Embrace the Quantum Revolution, Reunion 2015 Keynote Lecture by Raymond Laflamme, IQC Executive Director
Join Raymond Laflamme, Executive Director of the Institute for Quantum Computing (IQC), for a discussion on Canada’s next great technological revolution – the quantum revolution. Dr. Laflamme will share how researchers at the University of Waterloo are harnessing the power of the quantum world and creating technologies that utilize nature’s most precise laws. Learn how IQC research is already disrupting classical technology and the transformational effects these quantum technologies will have on society.
About
Raymond
Laflamme:
Raymond Laflamme was born in Quebec City and did his undergraduate studies in Physics at Universite Laval. He then moved to Cambridge, England, where he survived Part III of Mathematical Tripos before earning his PhD in the Department of Applied Mathematics and Theoretical Physics (DAMTP) under the direction of Stephen Hawking. Laflamme and Don Page are responsible for having changed Hawking's mind on the direction of time in a contracting Universe (as described in Hawking’s best-seller "A Brief History of Time"). After his PhD, Laflamme became a Killam post-doctoral fellow at the University of British Columbia, where he met his future wife Janice Gregson. He moved back to Cambridge in 1990 as a Research Fellow at Peterhouse. He finally settled down for nine years at Los Alamos National Laboratory. He arrived as a postdoctoral fellow, then became an Oppenheimer Fellow in 1994, just after the birth of his son Patrick. His daughter Jocelyne was born in 1995. In 2001 he joined the Perimeter Institute for Theoretical Physics as a founding member. He has founded the Institute for Quantum Computing with Michele Mosca and has been its Executive Director since 2002.
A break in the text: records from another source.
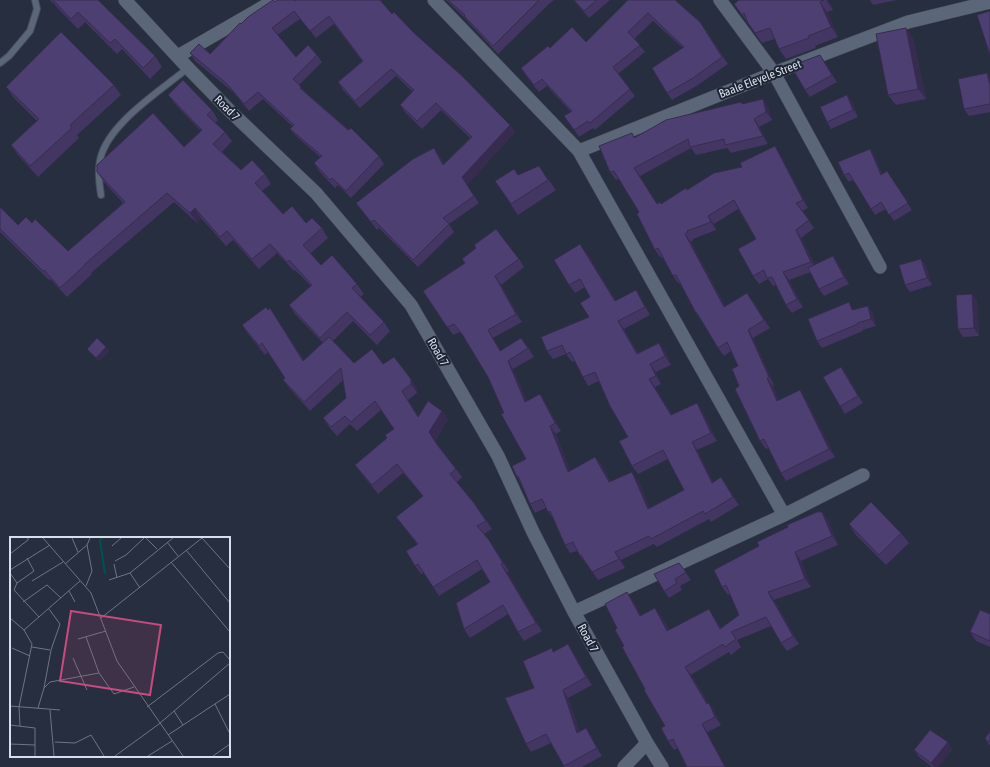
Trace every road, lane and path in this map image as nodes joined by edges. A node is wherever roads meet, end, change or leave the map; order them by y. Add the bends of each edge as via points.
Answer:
1 (35, 0) edge
2 (125, 0) edge
3 (275, 0) edge
4 (434, 0) edge
5 (720, 0) edge
6 (990, 2) edge
7 (178, 56) junction
8 (0, 63) edge
9 (188, 68) junction
10 (774, 73) junction
11 (579, 151) junction
12 (101, 195) dead end
13 (880, 267) dead end
14 (863, 475) dead end
15 (784, 515) junction
16 (574, 612) junction
17 (647, 743) junction
18 (624, 767) edge
19 (662, 767) edge

1 - 8 lane via 37,9 30,31
2 - 7 street, Road 7
3 - 7 street
4 - 11 street
5 - 10 street
6 - 10 street, Baale Eleyele Street via 908,22
7 - 9 street, Road 7
9 - 12 lane via 124,120 110,139 102,153 99,168
9 - 16 street, Road 7 via 316,193 411,305 498,456
10 - 11 street, Baale Eleyele Street
10 - 13 street
11 - 15 street
14 - 15 street
15 - 16 street
16 - 17 street, Road 7
17 - 18 street
17 - 19 street, Road 7

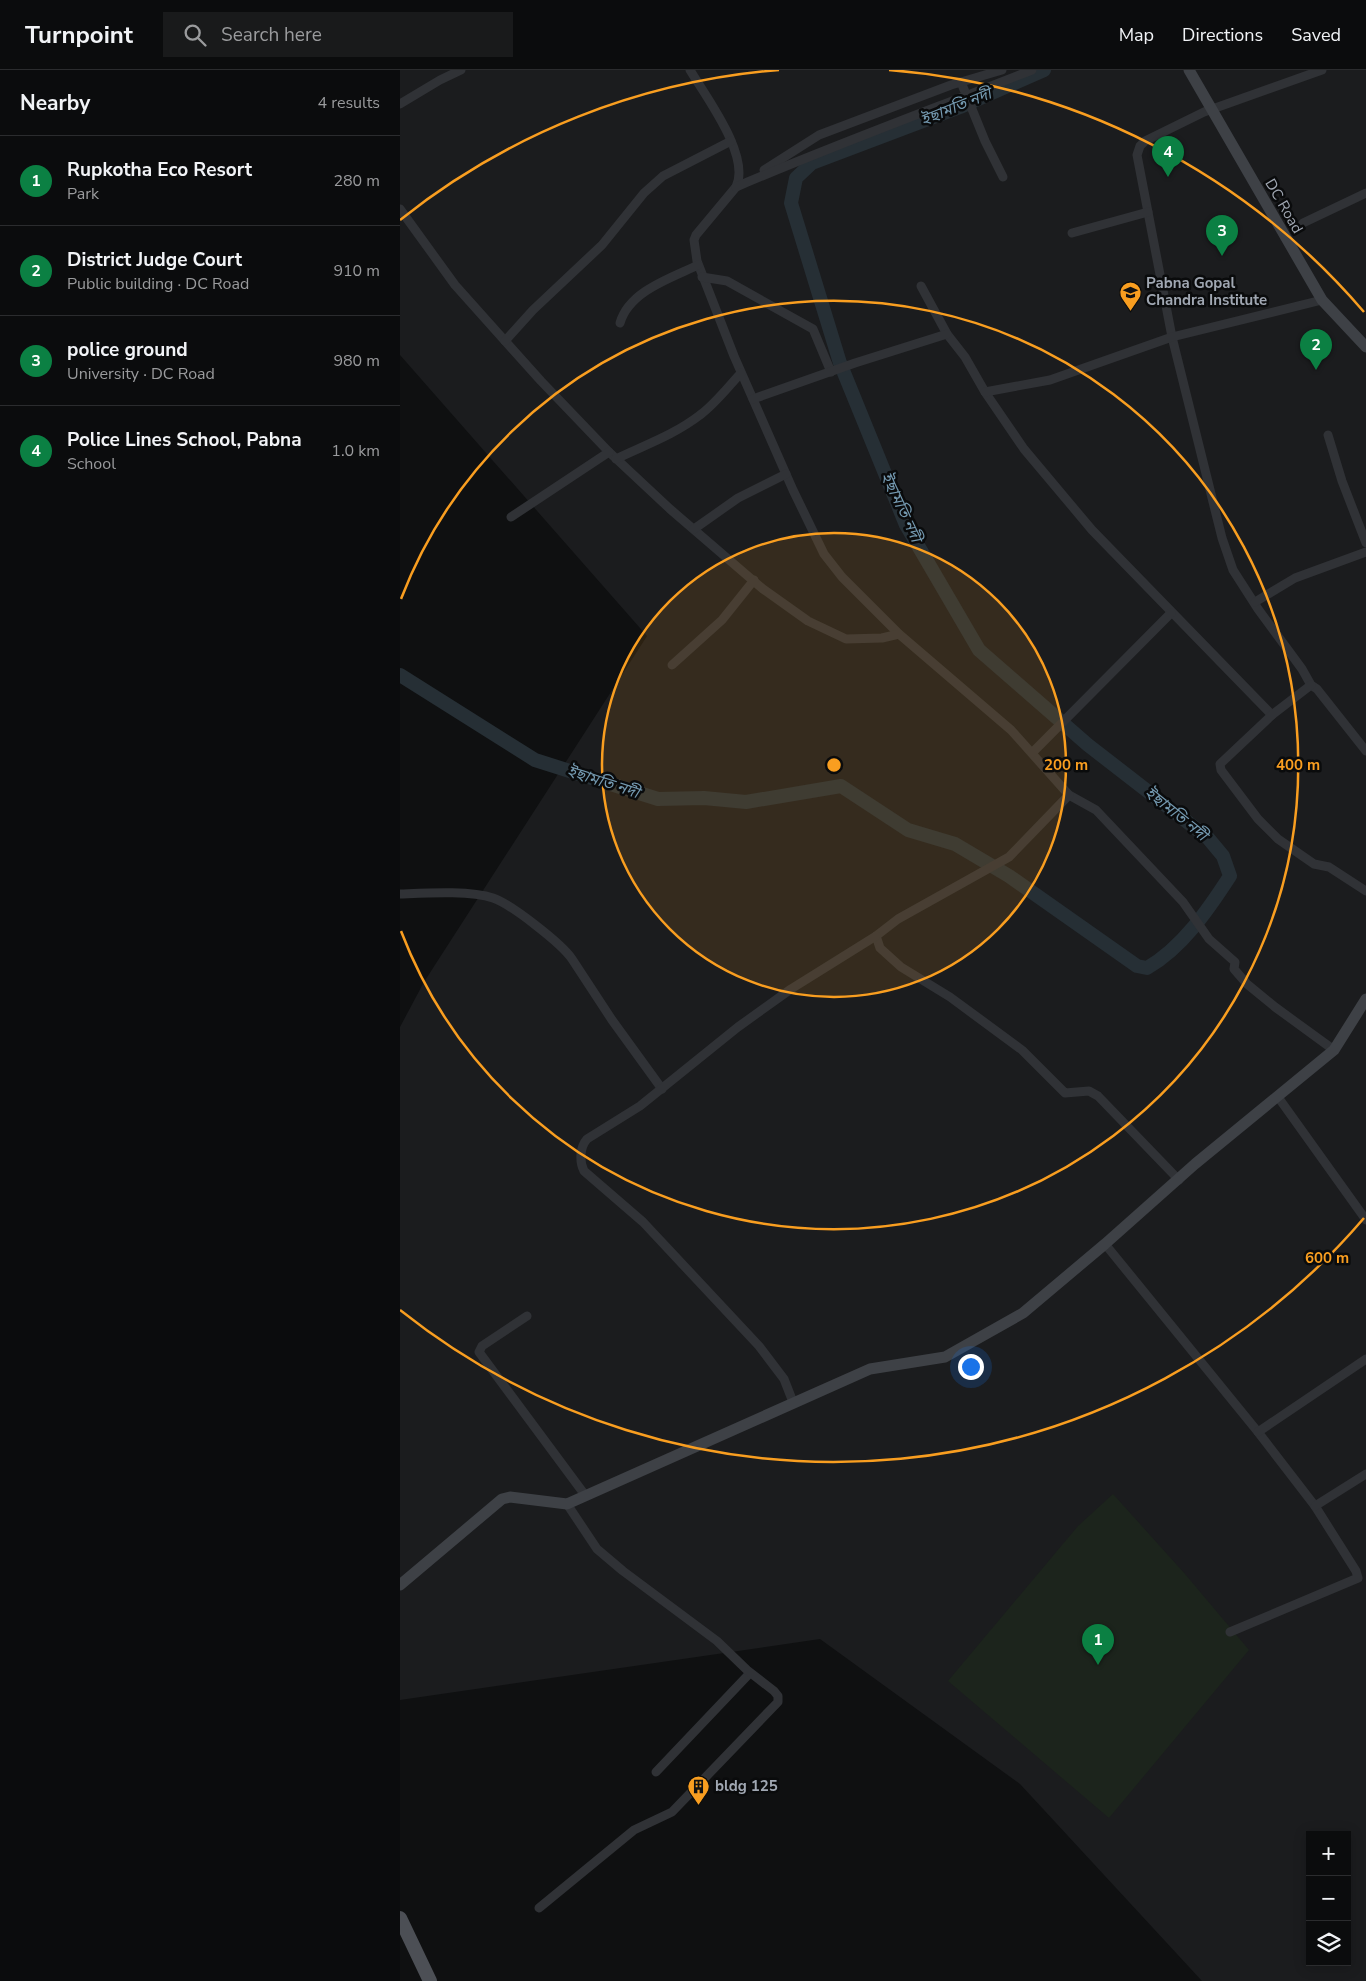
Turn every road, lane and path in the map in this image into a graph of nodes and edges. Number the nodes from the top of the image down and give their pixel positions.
1 (461, 70) edge
2 (690, 70) edge
3 (1002, 70) edge
4 (1032, 70) edge
5 (1189, 70) edge
6 (1322, 70) edge
7 (961, 82) junction
8 (400, 104) edge
9 (1208, 110) junction
10 (731, 141) junction
11 (1003, 177) dead end
12 (738, 185) junction
13 (1366, 193) edge
14 (400, 209) edge
15 (1148, 212) junction
16 (1303, 223) dead end
17 (1072, 233) dead end
18 (698, 265) junction
19 (702, 277) junction
20 (921, 286) dead end
21 (1322, 300) junction
22 (620, 323) dead end
23 (947, 334) junction
24 (1172, 337) junction
25 (505, 341) junction
26 (1366, 347) edge
27 (831, 372) junction
28 (741, 373) junction
29 (985, 392) junction
30 (753, 399) junction
31 (1328, 435) dead end
32 (609, 452) junction
33 (616, 459) junction
34 (786, 474) junction
35 (511, 517) dead end
36 (694, 530) junction
37 (1366, 543) edge
38 (1366, 552) edge
39 (754, 580) junction
40 (1255, 602) junction
41 (1171, 613) junction
42 (899, 634) junction
43 (672, 665) dead end
44 (1311, 685) junction
45 (1272, 715) junction
46 (1366, 751) edge
47 (1032, 753) junction
48 (1069, 795) junction
49 (1366, 891) edge
50 (400, 894) edge
51 (876, 936) junction
52 (1366, 999) edge
53 (1334, 1050) junction
54 (662, 1088) junction
55 (1278, 1097) junction
56 (1179, 1180) junction
57 (1366, 1220) edge
58 (1105, 1244) junction
59 (527, 1316) dead end
60 (1366, 1360) edge
61 (793, 1402) junction
62 (1258, 1432) junction
63 (1366, 1474) edge
64 (585, 1495) junction
65 (567, 1504) junction
66 (1315, 1506) junction
67 (1362, 1577) edge
68 (400, 1585) edge
69 (1230, 1632) dead end
70 (750, 1673) junction
71 (656, 1772) dead end
72 (539, 1908) dead end
73 (400, 1918) edge
74 (430, 1981) edge

1 - 8 street
2 - 10 street
3 - 7 street
4 - 12 street
5 - 9 street, DC Road
6 - 9 street
7 - 11 street
7 - 12 street
9 - 15 street
9 - 21 street, DC Road
10 - 12 street
10 - 25 street
12 - 18 street
13 - 16 street
14 - 25 street
15 - 17 street
15 - 24 street
18 - 19 street
18 - 22 street
19 - 27 street
19 - 28 street
20 - 23 street
21 - 24 street
21 - 26 street, DC Road
23 - 27 street
23 - 29 street
24 - 29 street
24 - 40 street
25 - 32 street
27 - 30 street
28 - 30 street
28 - 33 street
29 - 41 street
30 - 34 street
31 - 37 street
32 - 33 street
32 - 35 street
33 - 36 street
34 - 36 street
34 - 42 street
36 - 39 street
38 - 40 street
39 - 42 street
39 - 43 street
40 - 44 street
41 - 45 street
41 - 47 street
42 - 47 street
44 - 45 street
44 - 46 street
45 - 49 street
47 - 48 street
48 - 51 street
48 - 53 street
50 - 54 street
51 - 54 street
51 - 56 street
52 - 53 street
53 - 55 street
54 - 61 street
55 - 56 street
55 - 57 street
56 - 58 street
58 - 61 street
58 - 62 street
59 - 64 street
60 - 62 street
61 - 64 street
62 - 66 street
63 - 66 street
64 - 65 street
65 - 68 street
65 - 70 street
66 - 67 street
67 - 69 street
70 - 71 street
70 - 72 street
73 - 74 main road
The institute has grown to more than 150 researchers as of 2012. Laflamme holds a Canada Research Chair (CRC) in Quantum Information, he directs the Quantum Information program at the Canadian Institute for Advanced Research. He is a respected pioneer and leader in quantum information processing that earned him a Fellowship from the American Association for the Advancement of Science, the American Physical Society and the Royal Society of Canada. In 2011 he founded Universal Quantum Devices, a startup commercializing spinoffs of quantum information research, with colleagues Thomas Jennewein and Steve MacDonald.